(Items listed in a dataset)
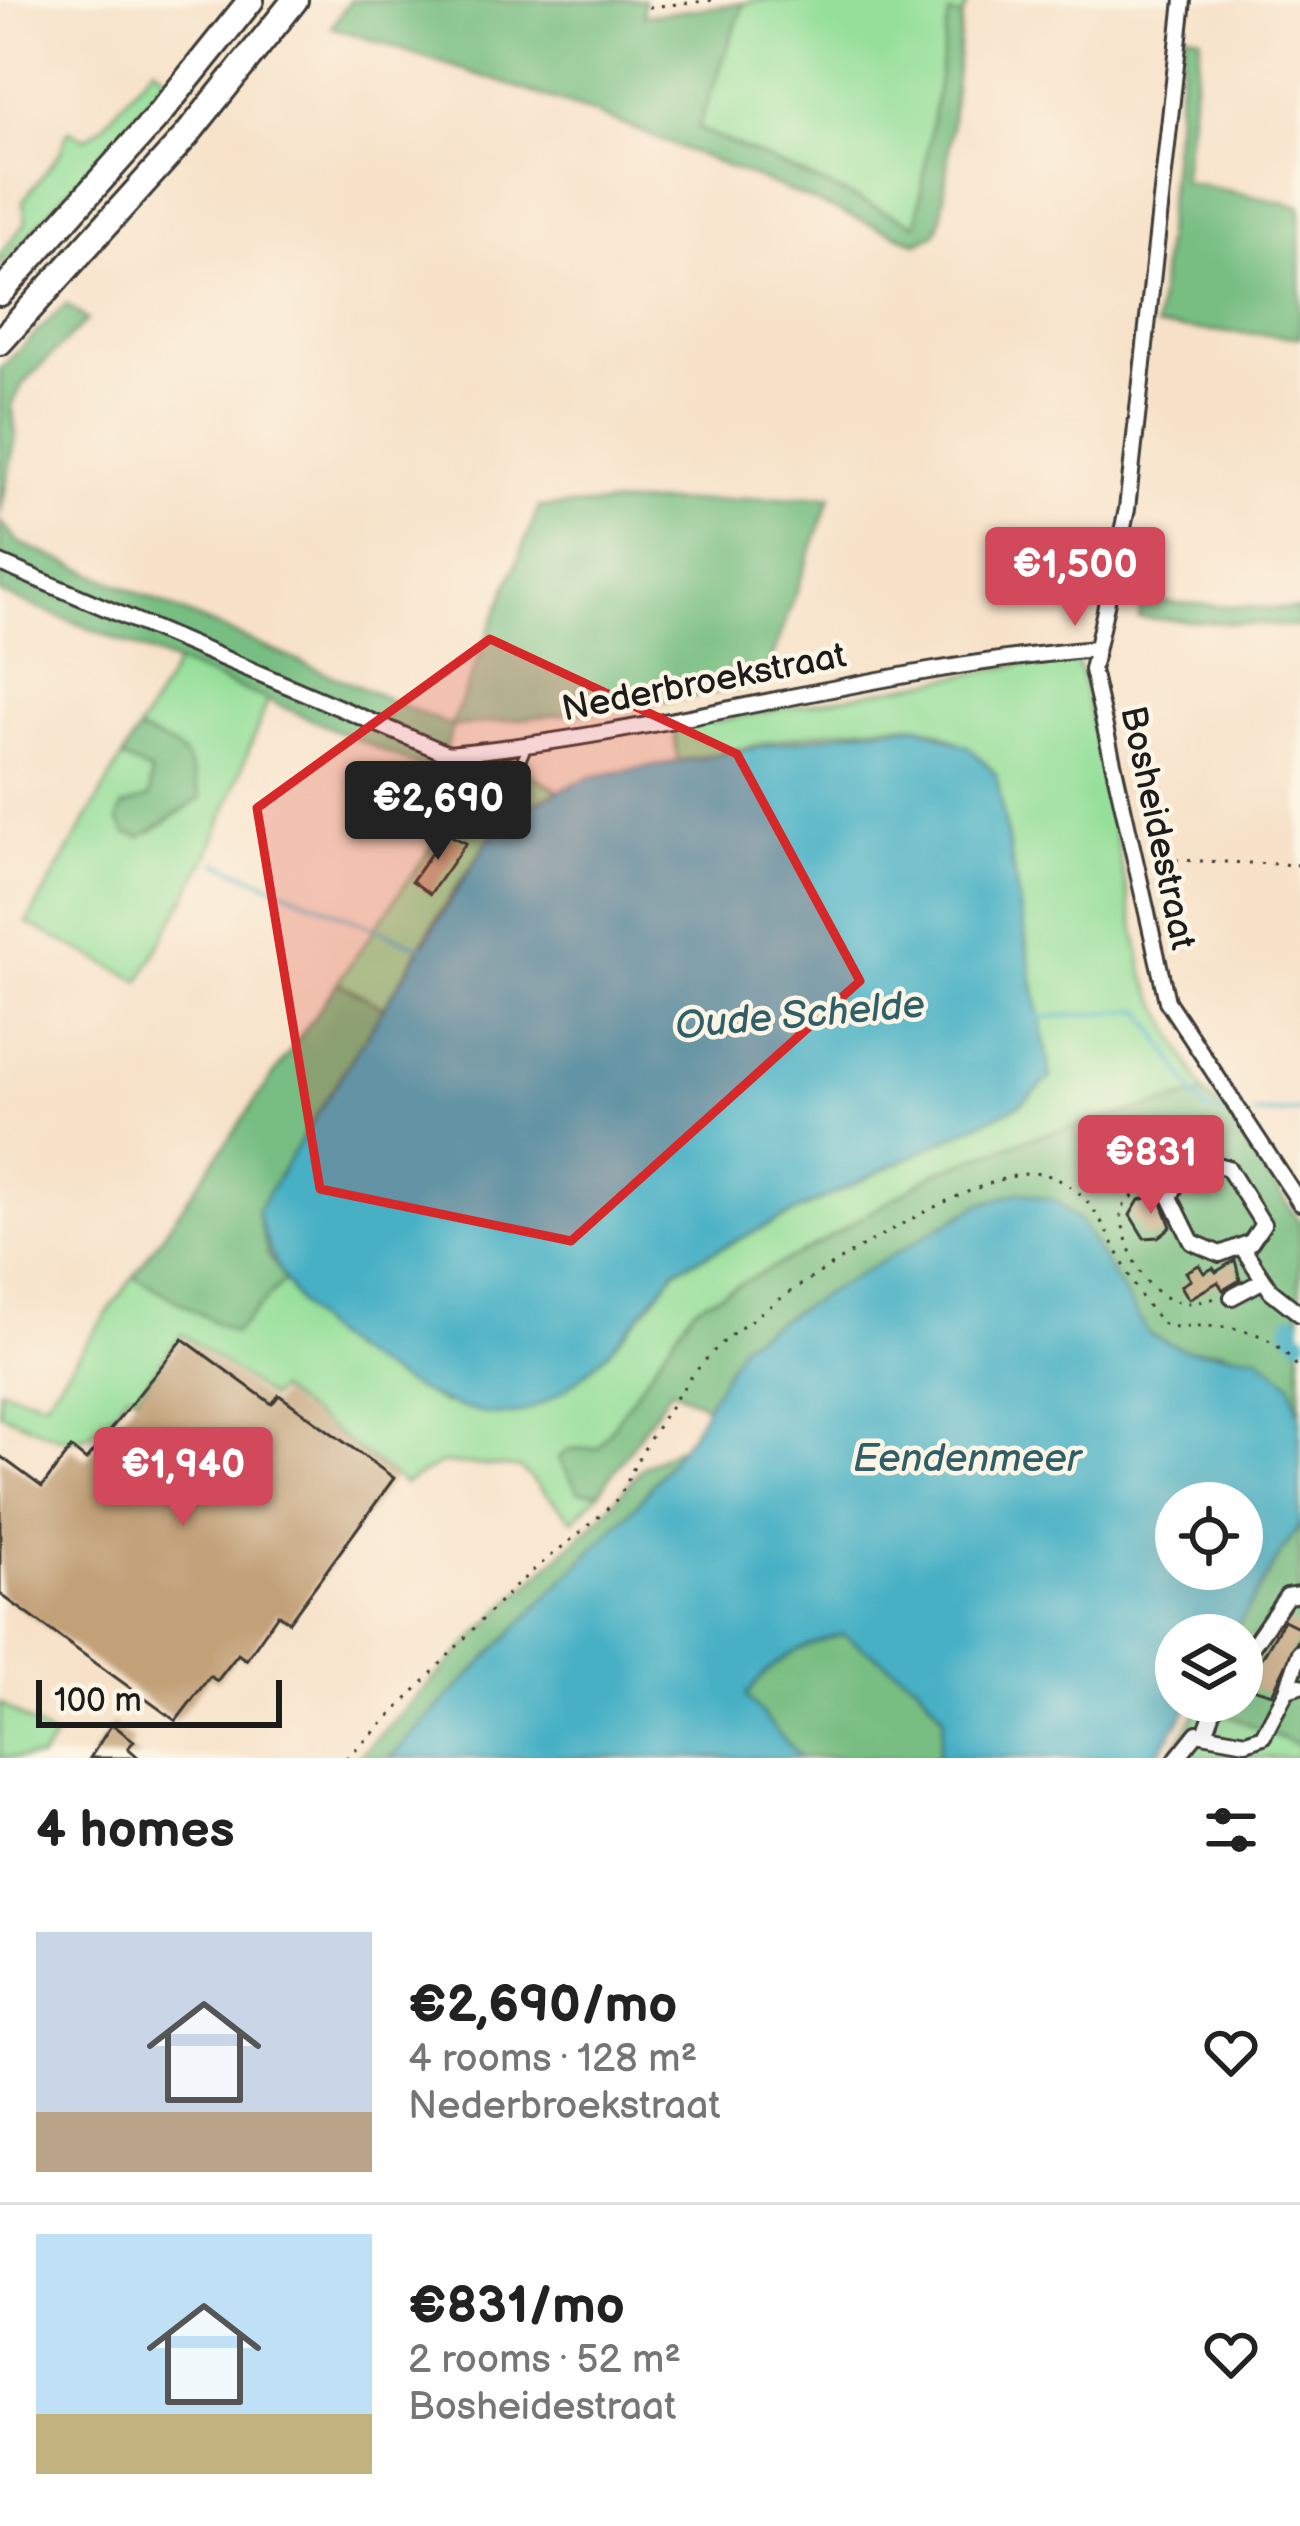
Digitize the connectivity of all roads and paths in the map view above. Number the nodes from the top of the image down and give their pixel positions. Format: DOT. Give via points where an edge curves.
graph roads {
  1 [pos="251,0"];
  2 [pos="295,0"];
  3 [pos="715,0"];
  4 [pos="1183,0"];
  5 [pos="649,7"];
  6 [pos="0,293"];
  7 [pos="0,342"];
  8 [pos="0,563"];
  9 [pos="1096,649"];
  10 [pos="527,747"];
  11 [pos="464,831"];
  12 [pos="1132,858"];
  13 [pos="1300,866"];
  14 [pos="1170,1190"];
  15 [pos="1300,1203"];
  16 [pos="1242,1246"];
  17 [pos="1264,1280"];
  18 [pos="1229,1294"];
  19 [pos="1300,1314"];
  20 [pos="1300,1371"];
  21 [pos="1300,1594"];
  22 [pos="1263,1631"];
  23 [pos="1300,1652"];
  24 [pos="1294,1688"];
  25 [pos="1209,1722"];
  26 [pos="1206,1731"];
  27 [pos="346,1758"];
  28 [pos="1177,1758"];
  1 -- 6 [label="highway"];
  2 -- 7 [label="highway"];
  3 -- 5 [label="path"];
  4 -- 9 [label="street, Bosheidestraat" via="1127,509"];
  8 -- 10 [label="street, Nederbroekstraat" via="448,754"];
  9 -- 10 [label="street, Nederbroekstraat" via="986,659"];
  9 -- 12 [label="street, Bosheidestraat" via="1092,670"];
  10 -- 11 [label="lane"];
  12 -- 13 [label="path"];
  12 -- 15 [label="street, Bosheidestraat" via="1167,1001"];
  14 -- 16 [label="street" via="1192,1242 1220,1254"];
  14 -- 16 [label="street" via="1205,1168 1228,1168 1263,1224"];
  14 -- 18 [label="path" via="1136,1193 1120,1210 1131,1253 1160,1299 1174,1305"];
  16 -- 17 [label="street"];
  17 -- 18 [label="street"];
  17 -- 19 [label="street"];
  20 -- 27 [label="path" via="1262,1333 1168,1327 1138,1298 1082,1194 1034,1172 1008,1176 806,1279 752,1317 707,1357 617,1499 522,1580"];
  21 -- 22 [label="street" via="1287,1596"];
  23 -- 24 [label="street"];
  24 -- 26 [label="street" via="1255,1740"];
  25 -- 26 [label="street"];
  26 -- 28 [label="street" via="1188,1739"];
}
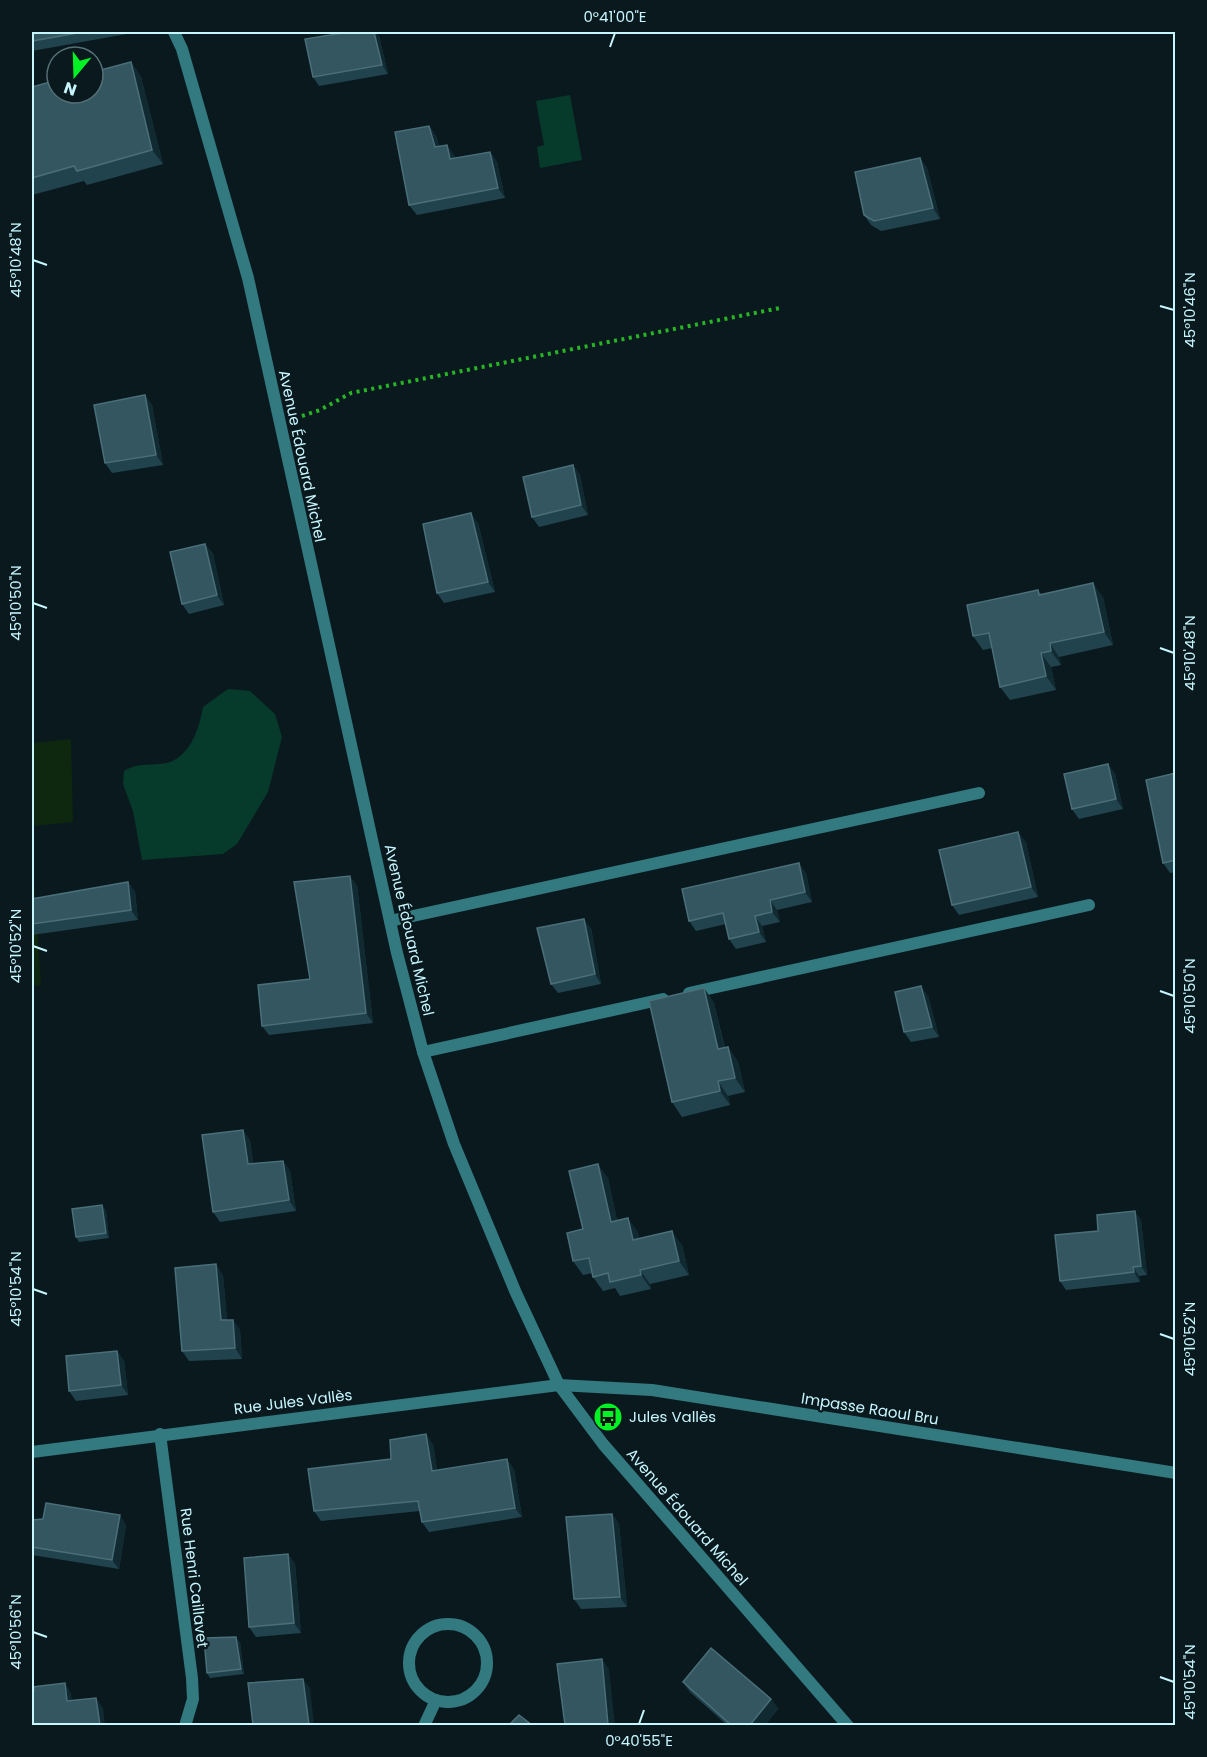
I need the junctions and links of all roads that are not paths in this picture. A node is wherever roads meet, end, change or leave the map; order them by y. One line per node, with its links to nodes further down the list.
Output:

_Your objective:_
Only the lines from the one containing "I need the junctions" through the last line of the records should appear, each written out exactly.

_Finished exercise:_
I need the junctions and links of all roads that are not paths in this picture. A node is wherever roads meet, end, change or leave the map; order them by y. One line per node, with its links to nodes further down the list.
Output:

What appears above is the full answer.